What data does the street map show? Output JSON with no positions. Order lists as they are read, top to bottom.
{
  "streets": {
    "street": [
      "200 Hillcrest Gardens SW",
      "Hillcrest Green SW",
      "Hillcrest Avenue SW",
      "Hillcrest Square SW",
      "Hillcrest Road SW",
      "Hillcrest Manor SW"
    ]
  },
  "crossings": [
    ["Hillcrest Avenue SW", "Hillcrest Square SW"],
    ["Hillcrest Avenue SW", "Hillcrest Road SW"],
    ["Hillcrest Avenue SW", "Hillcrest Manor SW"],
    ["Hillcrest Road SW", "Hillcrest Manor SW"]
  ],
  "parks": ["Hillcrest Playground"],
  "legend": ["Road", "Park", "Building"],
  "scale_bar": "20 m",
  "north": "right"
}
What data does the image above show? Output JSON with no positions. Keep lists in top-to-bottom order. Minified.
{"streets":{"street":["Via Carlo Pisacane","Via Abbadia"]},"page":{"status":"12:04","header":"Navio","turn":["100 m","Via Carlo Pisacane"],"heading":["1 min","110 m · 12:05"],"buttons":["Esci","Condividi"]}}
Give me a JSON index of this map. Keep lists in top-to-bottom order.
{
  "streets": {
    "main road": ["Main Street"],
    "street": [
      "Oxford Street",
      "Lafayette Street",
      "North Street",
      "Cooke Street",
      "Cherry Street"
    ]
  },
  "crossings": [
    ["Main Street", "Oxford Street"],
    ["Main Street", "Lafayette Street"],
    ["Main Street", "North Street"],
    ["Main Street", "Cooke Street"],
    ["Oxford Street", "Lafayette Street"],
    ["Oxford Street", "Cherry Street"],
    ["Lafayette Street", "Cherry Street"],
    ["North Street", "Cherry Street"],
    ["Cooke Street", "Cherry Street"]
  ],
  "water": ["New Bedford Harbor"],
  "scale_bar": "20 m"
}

What is expected | A faithful, word-for-word copy of the data is the expected answer.

Expected answer |
What data does the street map show? Output JSON with no positions. Order lists as they are read, top to bottom.
{
  "streets": {
    "street": [
      "200 Hillcrest Gardens SW",
      "Hillcrest Green SW",
      "Hillcrest Avenue SW",
      "Hillcrest Square SW",
      "Hillcrest Road SW",
      "Hillcrest Manor SW"
    ]
  },
  "crossings": [
    ["Hillcrest Avenue SW", "Hillcrest Square SW"],
    ["Hillcrest Avenue SW", "Hillcrest Road SW"],
    ["Hillcrest Avenue SW", "Hillcrest Manor SW"],
    ["Hillcrest Road SW", "Hillcrest Manor SW"]
  ],
  "parks": ["Hillcrest Playground"],
  "legend": ["Road", "Park", "Building"],
  "scale_bar": "20 m",
  "north": "right"
}
What data does the image above show? Output JSON with no positions. Keep lists in top-to-bottom order. Minified.
{"streets":{"street":["Via Carlo Pisacane","Via Abbadia"]},"page":{"status":"12:04","header":"Navio","turn":["100 m","Via Carlo Pisacane"],"heading":["1 min","110 m · 12:05"],"buttons":["Esci","Condividi"]}}
Give me a JSON index of this map. Keep lists in top-to-bottom order.
{
  "streets": {
    "main road": ["Main Street"],
    "street": [
      "Oxford Street",
      "Lafayette Street",
      "North Street",
      "Cooke Street",
      "Cherry Street"
    ]
  },
  "crossings": [
    ["Main Street", "Oxford Street"],
    ["Main Street", "Lafayette Street"],
    ["Main Street", "North Street"],
    ["Main Street", "Cooke Street"],
    ["Oxford Street", "Lafayette Street"],
    ["Oxford Street", "Cherry Street"],
    ["Lafayette Street", "Cherry Street"],
    ["North Street", "Cherry Street"],
    ["Cooke Street", "Cherry Street"]
  ],
  "water": ["New Bedford Harbor"],
  "scale_bar": "20 m"
}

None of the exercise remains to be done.